◆ Exercise description ◆
Each line below that contains the word "road" must be copied.

[Material for the task]

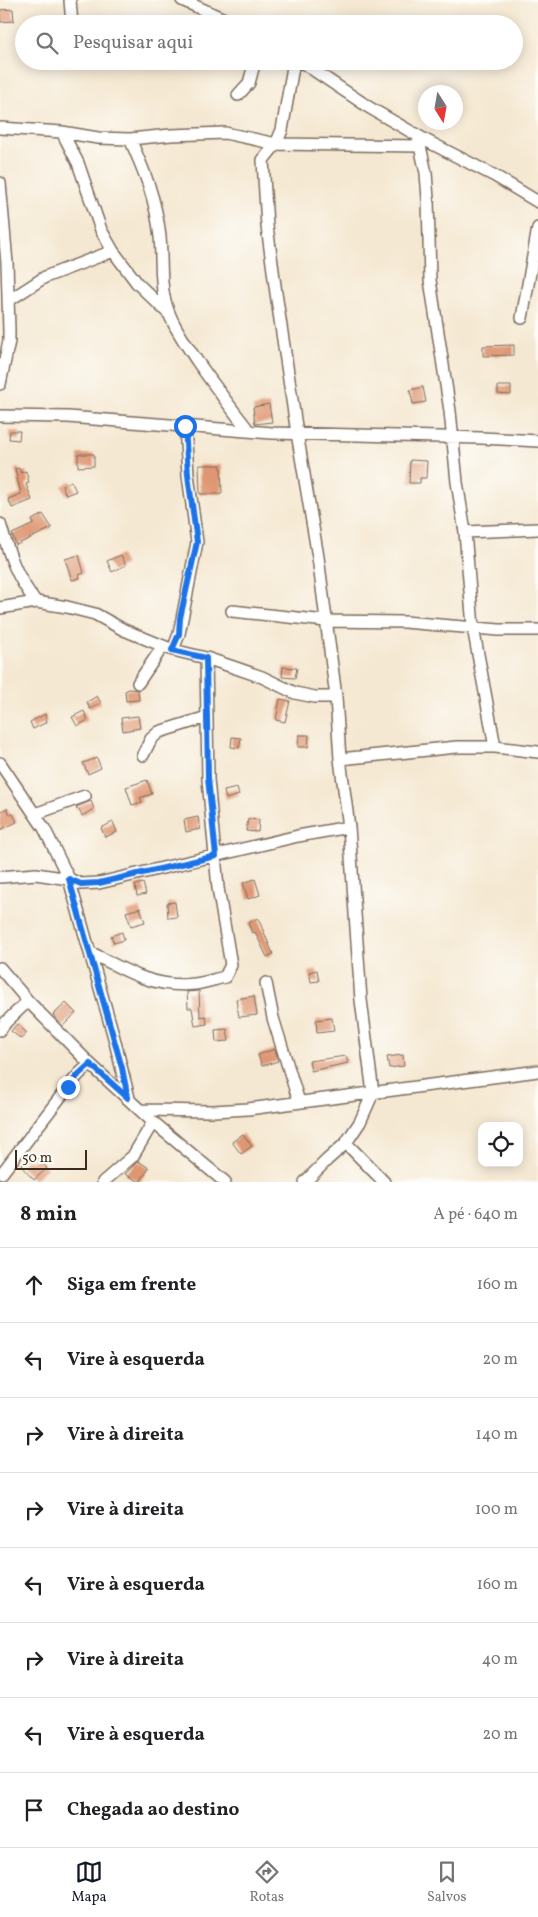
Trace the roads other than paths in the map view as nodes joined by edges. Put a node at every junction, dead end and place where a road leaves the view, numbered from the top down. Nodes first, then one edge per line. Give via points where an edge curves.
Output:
1 (70, 0) edge
2 (182, 0) edge
3 (201, 4) edge
4 (71, 15) edge
5 (220, 15) edge
6 (253, 70) edge
7 (292, 70) edge
8 (313, 70) edge
9 (238, 95) dead end
10 (0, 128) edge
11 (62, 132) junction
12 (130, 139) junction
13 (419, 141) junction
14 (276, 144) junction
15 (0, 183) edge
16 (538, 202) edge
17 (538, 228) edge
18 (113, 252) junction
19 (8, 301) junction
20 (170, 315) junction
21 (522, 318) dead end
22 (0, 384) edge
23 (0, 416) edge
24 (185, 426) junction
25 (249, 432) junction
26 (297, 433) junction
27 (453, 438) junction
28 (538, 441) edge
29 (0, 524) edge
30 (538, 528) edge
31 (465, 532) junction
32 (36, 602) junction
33 (0, 608) edge
34 (232, 611) dead end
35 (326, 621) junction
36 (473, 627) junction
37 (538, 630) edge
38 (168, 648) junction
39 (206, 658) junction
40 (138, 683) dead end
41 (336, 697) junction
42 (207, 717) junction
43 (496, 747) junction
44 (538, 752) edge
45 (143, 755) dead end
46 (340, 759) junction
47 (0, 763) edge
48 (85, 796) dead end
49 (35, 814) junction
50 (349, 827) junction
51 (216, 856) junction
52 (0, 877) edge
53 (69, 879) junction
54 (90, 952) junction
55 (0, 968) edge
56 (266, 983) dead end
57 (28, 1001) junction
58 (0, 1030) edge
59 (90, 1064) junction
60 (538, 1072) edge
61 (373, 1093) junction
62 (128, 1098) junction
63 (298, 1102) junction
64 (141, 1110) junction
65 (153, 1122) junction
66 (346, 1143) junction
67 (2, 1173) dead end
68 (103, 1182) edge
69 (225, 1182) edge
70 (305, 1182) edge
71 (384, 1182) edge

1 - 4 street
2 - 3 street
3 - 5 street
6 - 9 street via 249,83
7 - 14 street via 282,130
8 - 13 street
10 - 11 street
11 - 12 street
11 - 18 street via 78,162 101,230
12 - 14 street via 225,133
12 - 20 street via 149,182 155,205 164,297
13 - 14 street
13 - 16 street via 495,176
13 - 27 street via 428,198 430,280
14 - 26 street via 263,160 263,177
15 - 19 street
17 - 21 street
18 - 19 street via 45,278
18 - 20 street via 137,283
19 - 22 street via 9,341
20 - 25 street via 177,331
23 - 24 street via 68,417
24 - 25 street
24 - 38 street via 197,542 179,634
25 - 26 street
26 - 27 street
26 - 35 street
27 - 28 street
27 - 31 street
29 - 32 street via 16,572
30 - 31 street
31 - 36 street
32 - 33 street
32 - 38 street via 95,614
34 - 35 street
35 - 36 street
35 - 41 street
36 - 37 street
36 - 43 street
38 - 39 street
38 - 40 street
39 - 41 street via 262,677 295,693
39 - 42 street
41 - 46 street
42 - 45 street via 158,732
42 - 51 street via 208,778
43 - 44 street
43 - 46 street via 457,747
46 - 50 street
47 - 49 street
48 - 49 street
49 - 53 street
50 - 51 street
50 - 61 street via 361,1000
51 - 53 street via 99,883 81,884
51 - 54 street via 231,965 225,977 194,984 160,984 134,976
52 - 53 street via 36,874
53 - 54 street
54 - 62 street
55 - 57 street
56 - 63 street
57 - 58 street
57 - 59 street
59 - 62 street
59 - 67 street via 68,1087
60 - 61 street
61 - 63 street
61 - 66 street
62 - 64 street
63 - 64 street via 213,1112
64 - 65 street
65 - 68 street via 133,1156
65 - 69 street
66 - 70 street
66 - 71 street

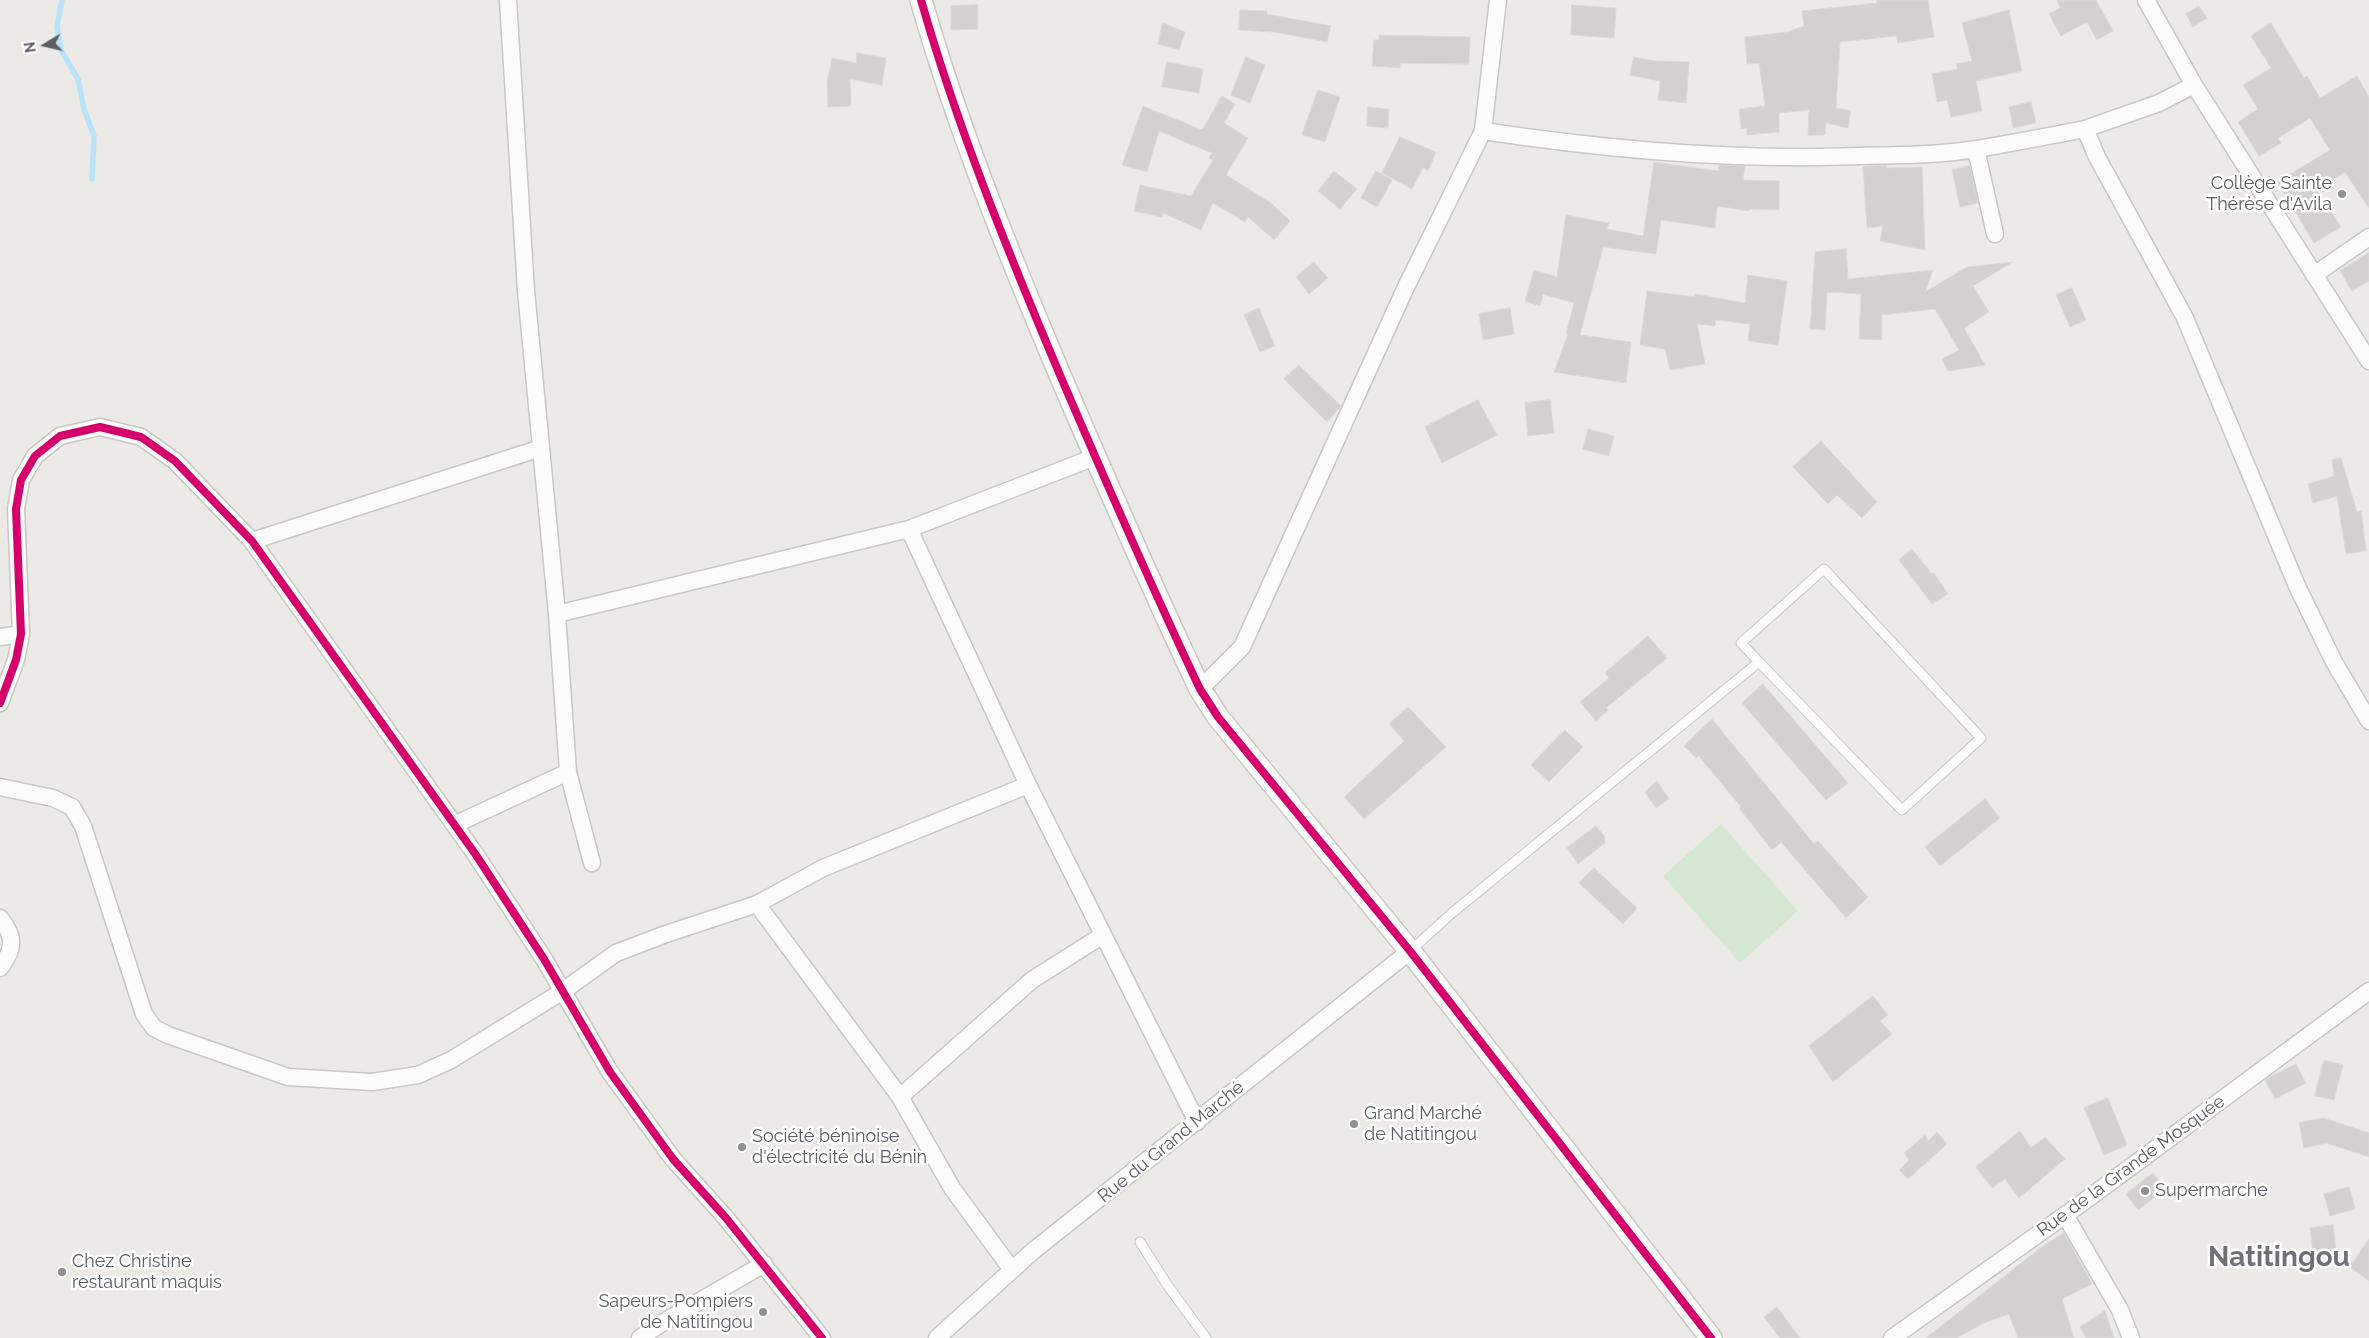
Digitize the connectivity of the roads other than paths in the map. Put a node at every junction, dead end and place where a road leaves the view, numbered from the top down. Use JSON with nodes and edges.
{"nodes":[{"id":1,"x":508,"y":0,"type":"edge"},
{"id":2,"x":921,"y":0,"type":"edge"},
{"id":3,"x":1498,"y":0,"type":"edge"},
{"id":4,"x":2146,"y":0,"type":"edge"},
{"id":5,"x":2194,"y":85,"type":"junction"},
{"id":6,"x":2085,"y":129,"type":"junction"},
{"id":7,"x":1484,"y":131,"type":"junction"},
{"id":8,"x":1976,"y":149,"type":"junction"},
{"id":9,"x":1995,"y":234,"type":"dead end"},
{"id":10,"x":2369,"y":237,"type":"edge"},
{"id":11,"x":2314,"y":275,"type":"junction"},
{"id":12,"x":2369,"y":360,"type":"edge"},
{"id":13,"x":541,"y":448,"type":"junction"},
{"id":14,"x":1096,"y":458,"type":"junction"},
{"id":15,"x":909,"y":528,"type":"junction"},
{"id":16,"x":252,"y":541,"type":"junction"},
{"id":17,"x":557,"y":614,"type":"junction"},
{"id":18,"x":21,"y":634,"type":"junction"},
{"id":19,"x":0,"y":637,"type":"edge"},
{"id":20,"x":1759,"y":662,"type":"junction"},
{"id":21,"x":1200,"y":689,"type":"junction"},
{"id":22,"x":0,"y":703,"type":"edge"},
{"id":23,"x":2369,"y":721,"type":"edge"},
{"id":24,"x":568,"y":772,"type":"junction"},
{"id":25,"x":1028,"y":785,"type":"junction"},
{"id":26,"x":0,"y":787,"type":"edge"},
{"id":27,"x":456,"y":824,"type":"junction"},
{"id":28,"x":592,"y":863,"type":"dead end"},
{"id":29,"x":757,"y":904,"type":"junction"},
{"id":30,"x":0,"y":918,"type":"edge"},
{"id":31,"x":1103,"y":934,"type":"junction"},
{"id":32,"x":1410,"y":951,"type":"junction"},
{"id":33,"x":0,"y":968,"type":"edge"},
{"id":34,"x":563,"y":991,"type":"junction"},
{"id":35,"x":2369,"y":991,"type":"edge"},
{"id":36,"x":900,"y":1097,"type":"junction"},
{"id":37,"x":1197,"y":1122,"type":"junction"},
{"id":38,"x":2065,"y":1215,"type":"junction"},
{"id":39,"x":1140,"y":1242,"type":"dead end"},
{"id":40,"x":764,"y":1264,"type":"junction"},
{"id":41,"x":1012,"y":1270,"type":"junction"},
{"id":42,"x":640,"y":1338,"type":"edge"},
{"id":43,"x":822,"y":1338,"type":"edge"},
{"id":44,"x":937,"y":1338,"type":"edge"},
{"id":45,"x":1206,"y":1338,"type":"edge"},
{"id":46,"x":1711,"y":1338,"type":"edge"},
{"id":47,"x":1892,"y":1338,"type":"edge"},
{"id":48,"x":2131,"y":1338,"type":"edge"}],
"edges":[{"from":1,"to":13,"type":"street"},
{"from":2,"to":14,"type":"street"},
{"from":3,"to":7,"type":"street"},
{"from":4,"to":5,"type":"street"},
{"from":5,"to":6,"type":"street"},
{"from":5,"to":11,"type":"street"},
{"from":6,"to":8,"type":"street"},
{"from":6,"to":23,"type":"street"},
{"from":7,"to":8,"type":"street"},
{"from":7,"to":21,"type":"street"},
{"from":8,"to":9,"type":"street"},
{"from":10,"to":11,"type":"street"},
{"from":11,"to":12,"type":"street"},
{"from":13,"to":16,"type":"street"},
{"from":13,"to":17,"type":"street"},
{"from":14,"to":15,"type":"street"},
{"from":14,"to":21,"type":"street"},
{"from":15,"to":17,"type":"street"},
{"from":15,"to":25,"type":"street"},
{"from":16,"to":18,"type":"street"},
{"from":16,"to":27,"type":"street"},
{"from":17,"to":24,"type":"street"},
{"from":18,"to":19,"type":"street"},
{"from":18,"to":22,"type":"street"},
{"from":20,"to":20,"type":"lane"},
{"from":20,"to":32,"type":"lane"},
{"from":21,"to":32,"type":"street"},
{"from":24,"to":27,"type":"street"},
{"from":24,"to":28,"type":"street"},
{"from":25,"to":29,"type":"street"},
{"from":25,"to":31,"type":"street"},
{"from":26,"to":34,"type":"street"},
{"from":27,"to":34,"type":"street"},
{"from":29,"to":34,"type":"street"},
{"from":29,"to":36,"type":"street"},
{"from":30,"to":33,"type":"street"},
{"from":31,"to":36,"type":"street"},
{"from":31,"to":37,"type":"street"},
{"from":32,"to":37,"type":"street","name":"Rue du Grand Marché"},
{"from":32,"to":46,"type":"street"},
{"from":34,"to":40,"type":"street"},
{"from":35,"to":38,"type":"street","name":"Rue de la Grande Mosquée"},
{"from":36,"to":41,"type":"street"},
{"from":37,"to":41,"type":"street","name":"Rue du Grand Marché"},
{"from":38,"to":47,"type":"street","name":"Rue de la Grande Mosquée"},
{"from":38,"to":48,"type":"street"},
{"from":39,"to":45,"type":"lane"},
{"from":40,"to":42,"type":"street"},
{"from":40,"to":43,"type":"street"},
{"from":41,"to":44,"type":"street","name":"Rue du Grand Marché"}]}
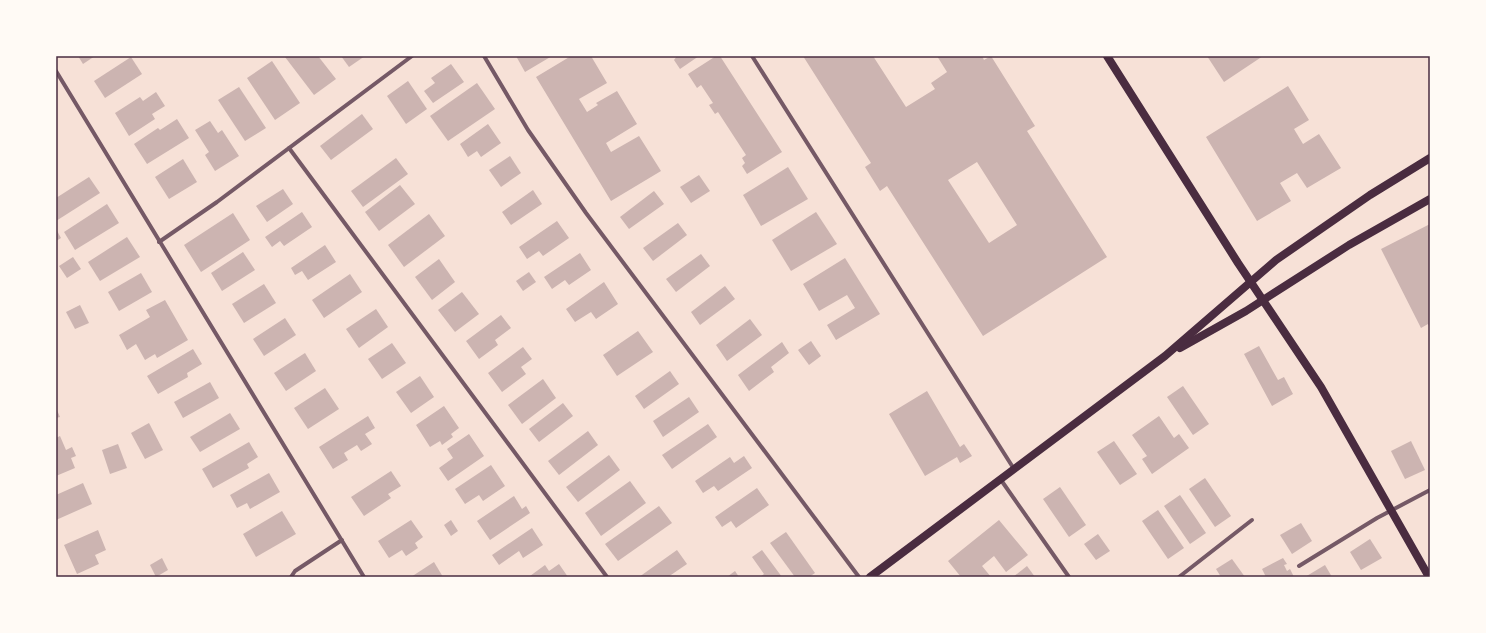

[/Material for the task]

◆ Written reply ◆
Trace the roads other than paths in the map view as nodes joined by edges. Put a node at every junction, dead end and place where a road leaves the view, numbered from the top down. Nodes first, then one edge per line. Give via points where an edge curves.
Digitize the connectivity of the roads other than paths in the map. Put a node at every junction, dead end and place where a road leaves the view, numbered from the top down. Use JSON with nodes and edges.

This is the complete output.